The role of fibroblasts in strengthening and creating the phenotype of cancer stem cells and on the other hand the effect of chemotherapy on the emergence of stem characteristics in breast cancer cells led us to investigate the effect of fibroblast stromal cells (as part of important and abundant tumor microenvironment in breast cancer) to discuss the expression of stem cell genes in the basal type of breast cancer after chemotherapy. Materials and Methods: This study was started in 2018 at the Immunology Research Center of Tabriz University of Medical Sciences and the research is of fundamental and basic type.
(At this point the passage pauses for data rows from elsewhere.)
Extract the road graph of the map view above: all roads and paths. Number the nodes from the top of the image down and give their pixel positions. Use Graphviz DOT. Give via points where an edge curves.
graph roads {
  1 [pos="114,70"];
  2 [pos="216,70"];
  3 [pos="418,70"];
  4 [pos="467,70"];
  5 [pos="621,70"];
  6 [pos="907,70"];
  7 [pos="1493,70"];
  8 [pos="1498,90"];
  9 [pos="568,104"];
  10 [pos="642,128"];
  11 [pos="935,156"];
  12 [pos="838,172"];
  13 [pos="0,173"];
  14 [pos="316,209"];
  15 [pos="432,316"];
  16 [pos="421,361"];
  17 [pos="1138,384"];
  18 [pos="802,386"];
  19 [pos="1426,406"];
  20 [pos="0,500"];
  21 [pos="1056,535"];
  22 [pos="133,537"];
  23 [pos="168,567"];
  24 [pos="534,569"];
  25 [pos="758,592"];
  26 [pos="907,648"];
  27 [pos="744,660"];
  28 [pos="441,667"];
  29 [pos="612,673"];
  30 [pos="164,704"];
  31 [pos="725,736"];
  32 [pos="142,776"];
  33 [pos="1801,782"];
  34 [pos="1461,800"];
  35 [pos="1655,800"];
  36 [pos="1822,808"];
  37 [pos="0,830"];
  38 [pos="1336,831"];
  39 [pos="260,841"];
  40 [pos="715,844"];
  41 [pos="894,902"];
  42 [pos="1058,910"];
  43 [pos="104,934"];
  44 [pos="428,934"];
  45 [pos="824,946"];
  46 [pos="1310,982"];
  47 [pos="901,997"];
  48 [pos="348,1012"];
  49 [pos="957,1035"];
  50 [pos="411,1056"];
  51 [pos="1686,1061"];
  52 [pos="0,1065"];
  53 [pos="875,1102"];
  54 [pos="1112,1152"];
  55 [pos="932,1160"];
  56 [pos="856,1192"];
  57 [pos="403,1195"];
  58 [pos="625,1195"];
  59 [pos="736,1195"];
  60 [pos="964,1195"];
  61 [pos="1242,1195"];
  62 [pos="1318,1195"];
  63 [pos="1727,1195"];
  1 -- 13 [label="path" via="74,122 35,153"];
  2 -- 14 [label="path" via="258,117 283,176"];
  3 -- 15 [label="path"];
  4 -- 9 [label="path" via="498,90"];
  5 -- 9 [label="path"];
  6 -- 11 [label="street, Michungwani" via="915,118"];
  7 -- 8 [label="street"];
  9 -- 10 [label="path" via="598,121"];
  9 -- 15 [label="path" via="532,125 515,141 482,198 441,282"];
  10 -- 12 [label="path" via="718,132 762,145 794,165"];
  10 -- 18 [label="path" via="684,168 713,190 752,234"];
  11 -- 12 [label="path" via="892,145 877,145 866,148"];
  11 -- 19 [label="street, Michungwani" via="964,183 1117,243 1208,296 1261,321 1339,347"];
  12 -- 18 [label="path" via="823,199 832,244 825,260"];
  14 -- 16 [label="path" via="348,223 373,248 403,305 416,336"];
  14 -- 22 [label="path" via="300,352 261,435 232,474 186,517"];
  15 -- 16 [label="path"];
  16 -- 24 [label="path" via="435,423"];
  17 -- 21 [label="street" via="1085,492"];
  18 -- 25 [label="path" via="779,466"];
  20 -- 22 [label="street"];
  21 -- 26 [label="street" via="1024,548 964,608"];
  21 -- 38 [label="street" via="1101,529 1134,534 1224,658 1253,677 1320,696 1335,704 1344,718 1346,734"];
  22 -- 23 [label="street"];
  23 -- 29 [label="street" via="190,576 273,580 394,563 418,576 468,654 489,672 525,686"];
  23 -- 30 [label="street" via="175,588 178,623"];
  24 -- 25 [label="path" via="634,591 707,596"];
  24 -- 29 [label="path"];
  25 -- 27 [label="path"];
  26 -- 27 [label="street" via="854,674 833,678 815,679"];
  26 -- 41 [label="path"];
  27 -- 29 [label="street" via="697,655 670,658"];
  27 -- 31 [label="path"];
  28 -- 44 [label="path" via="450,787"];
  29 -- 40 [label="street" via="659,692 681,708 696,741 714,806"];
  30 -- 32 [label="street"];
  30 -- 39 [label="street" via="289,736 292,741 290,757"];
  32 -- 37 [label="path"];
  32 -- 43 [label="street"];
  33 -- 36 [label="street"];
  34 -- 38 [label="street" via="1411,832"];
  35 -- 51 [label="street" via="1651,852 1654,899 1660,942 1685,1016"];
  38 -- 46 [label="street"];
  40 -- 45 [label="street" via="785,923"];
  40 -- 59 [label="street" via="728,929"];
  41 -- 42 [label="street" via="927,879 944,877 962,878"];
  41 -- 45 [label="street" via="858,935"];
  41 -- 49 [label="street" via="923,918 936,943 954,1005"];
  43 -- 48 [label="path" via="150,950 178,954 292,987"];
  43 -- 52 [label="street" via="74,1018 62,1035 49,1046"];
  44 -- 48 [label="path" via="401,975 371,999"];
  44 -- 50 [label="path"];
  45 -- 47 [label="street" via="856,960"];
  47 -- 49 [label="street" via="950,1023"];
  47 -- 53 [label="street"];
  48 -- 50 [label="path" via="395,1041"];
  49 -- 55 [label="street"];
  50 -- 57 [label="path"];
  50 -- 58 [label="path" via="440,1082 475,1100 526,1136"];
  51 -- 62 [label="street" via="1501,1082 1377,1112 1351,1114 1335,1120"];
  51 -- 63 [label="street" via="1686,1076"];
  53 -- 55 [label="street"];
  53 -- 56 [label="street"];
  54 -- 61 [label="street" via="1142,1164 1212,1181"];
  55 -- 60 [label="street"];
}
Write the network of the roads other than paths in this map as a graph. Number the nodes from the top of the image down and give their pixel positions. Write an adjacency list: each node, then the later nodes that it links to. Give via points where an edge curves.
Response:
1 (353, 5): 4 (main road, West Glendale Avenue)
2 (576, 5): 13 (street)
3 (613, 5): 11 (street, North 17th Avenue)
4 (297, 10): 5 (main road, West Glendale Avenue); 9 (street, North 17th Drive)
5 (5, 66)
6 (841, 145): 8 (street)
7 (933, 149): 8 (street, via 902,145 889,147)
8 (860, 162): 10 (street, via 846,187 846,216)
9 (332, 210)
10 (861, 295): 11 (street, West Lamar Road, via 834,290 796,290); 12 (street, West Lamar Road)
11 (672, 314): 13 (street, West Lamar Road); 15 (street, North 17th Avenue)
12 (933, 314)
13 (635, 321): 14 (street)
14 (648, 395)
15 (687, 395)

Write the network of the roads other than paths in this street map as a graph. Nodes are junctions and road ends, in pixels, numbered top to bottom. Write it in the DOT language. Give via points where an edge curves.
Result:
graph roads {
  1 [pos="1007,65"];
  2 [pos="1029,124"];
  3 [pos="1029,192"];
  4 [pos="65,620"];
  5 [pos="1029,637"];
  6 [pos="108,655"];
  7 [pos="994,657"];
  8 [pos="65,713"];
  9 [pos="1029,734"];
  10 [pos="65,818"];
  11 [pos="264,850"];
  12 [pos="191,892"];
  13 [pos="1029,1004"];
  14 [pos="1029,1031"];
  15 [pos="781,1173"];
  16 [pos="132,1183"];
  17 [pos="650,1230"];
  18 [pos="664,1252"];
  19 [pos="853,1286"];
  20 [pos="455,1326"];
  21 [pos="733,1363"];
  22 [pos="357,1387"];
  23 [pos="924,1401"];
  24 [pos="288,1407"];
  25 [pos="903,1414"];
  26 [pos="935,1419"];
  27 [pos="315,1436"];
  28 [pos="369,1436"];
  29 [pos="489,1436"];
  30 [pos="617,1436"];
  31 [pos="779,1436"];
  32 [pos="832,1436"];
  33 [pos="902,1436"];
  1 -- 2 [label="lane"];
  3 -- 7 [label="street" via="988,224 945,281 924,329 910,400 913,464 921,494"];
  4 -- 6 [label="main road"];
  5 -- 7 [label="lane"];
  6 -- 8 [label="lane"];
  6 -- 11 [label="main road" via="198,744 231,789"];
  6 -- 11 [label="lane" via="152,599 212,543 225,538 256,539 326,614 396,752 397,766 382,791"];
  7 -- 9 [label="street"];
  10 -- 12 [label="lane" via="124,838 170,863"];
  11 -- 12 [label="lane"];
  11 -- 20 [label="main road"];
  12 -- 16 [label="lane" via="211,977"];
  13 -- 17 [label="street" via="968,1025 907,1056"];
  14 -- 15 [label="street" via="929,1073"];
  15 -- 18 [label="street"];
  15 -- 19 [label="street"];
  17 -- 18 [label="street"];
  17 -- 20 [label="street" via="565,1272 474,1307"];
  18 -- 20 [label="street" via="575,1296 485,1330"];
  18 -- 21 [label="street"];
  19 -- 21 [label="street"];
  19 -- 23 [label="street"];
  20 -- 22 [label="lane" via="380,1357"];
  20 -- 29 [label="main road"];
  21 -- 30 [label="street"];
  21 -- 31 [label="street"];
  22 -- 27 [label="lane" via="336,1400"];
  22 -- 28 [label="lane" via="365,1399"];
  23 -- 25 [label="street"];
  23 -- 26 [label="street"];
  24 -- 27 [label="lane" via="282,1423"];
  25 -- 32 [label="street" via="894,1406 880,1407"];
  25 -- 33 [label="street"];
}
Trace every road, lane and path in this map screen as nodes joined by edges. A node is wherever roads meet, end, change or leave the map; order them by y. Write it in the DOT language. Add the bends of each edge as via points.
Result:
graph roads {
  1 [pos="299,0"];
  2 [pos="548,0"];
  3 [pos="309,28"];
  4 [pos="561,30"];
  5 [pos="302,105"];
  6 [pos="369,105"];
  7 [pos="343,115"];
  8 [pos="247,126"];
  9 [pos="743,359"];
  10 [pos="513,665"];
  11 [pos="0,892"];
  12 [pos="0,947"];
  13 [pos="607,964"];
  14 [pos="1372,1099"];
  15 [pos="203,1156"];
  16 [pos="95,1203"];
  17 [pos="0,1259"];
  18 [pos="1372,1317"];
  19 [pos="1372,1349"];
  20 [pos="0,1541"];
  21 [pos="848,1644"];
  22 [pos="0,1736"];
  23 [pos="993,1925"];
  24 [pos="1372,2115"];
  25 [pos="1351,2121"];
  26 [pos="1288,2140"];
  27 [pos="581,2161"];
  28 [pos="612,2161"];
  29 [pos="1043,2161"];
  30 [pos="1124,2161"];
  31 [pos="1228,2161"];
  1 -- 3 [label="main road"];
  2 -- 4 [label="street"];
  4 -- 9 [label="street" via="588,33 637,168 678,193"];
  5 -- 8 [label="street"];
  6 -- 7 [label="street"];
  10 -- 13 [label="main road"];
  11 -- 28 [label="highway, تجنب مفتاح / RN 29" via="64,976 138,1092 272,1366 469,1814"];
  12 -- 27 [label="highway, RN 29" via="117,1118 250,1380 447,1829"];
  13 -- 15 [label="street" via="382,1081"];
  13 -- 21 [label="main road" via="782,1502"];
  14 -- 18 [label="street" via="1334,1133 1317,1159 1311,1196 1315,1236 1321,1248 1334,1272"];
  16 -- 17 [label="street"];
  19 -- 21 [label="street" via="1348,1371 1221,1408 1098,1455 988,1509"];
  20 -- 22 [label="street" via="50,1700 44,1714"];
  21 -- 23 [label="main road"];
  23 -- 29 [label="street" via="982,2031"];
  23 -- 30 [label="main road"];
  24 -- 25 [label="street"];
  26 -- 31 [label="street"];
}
All investigations were done in vitro and on MCF-7 and MDA-MB 231 cell lines as luminal and basal subgroups, respectively. The amount of change in the expression of OCT4, Nanog and KLF-4 genes, the amount of change in the expression of ALDH1 and morphological changes (epithelial to mesenchymal) in basal and luminal type breast cancer cells after culture with medium obtained from treated fibroblast cells was investigated with doxorubicin. Results: Both types of cells with paracrine secretions of normal fibroblasts have changed shape towards the epithelial and less aggressive state under the influence of chemotherapy. On the other hand, in both cell lines, the level of ALDH1 enzyme expression in the medium condition group was significantly lower compared to the control group, which indicates the reduction of stem cell characteristics through the reduction of ALDH1 enzyme expression due to the presence of paracrine secretions of fibroblast cells. Normal human cells are either basal subtype or luminal subtype next to cancer cells. The condition of fibroblast-derived medium under the conditions of chemotherapy with doxorubicin in luminal breast cancer cells only led to a decrease in KLF-4 gene expression and had no effect on the expression of Nanog and Oct-4 genes.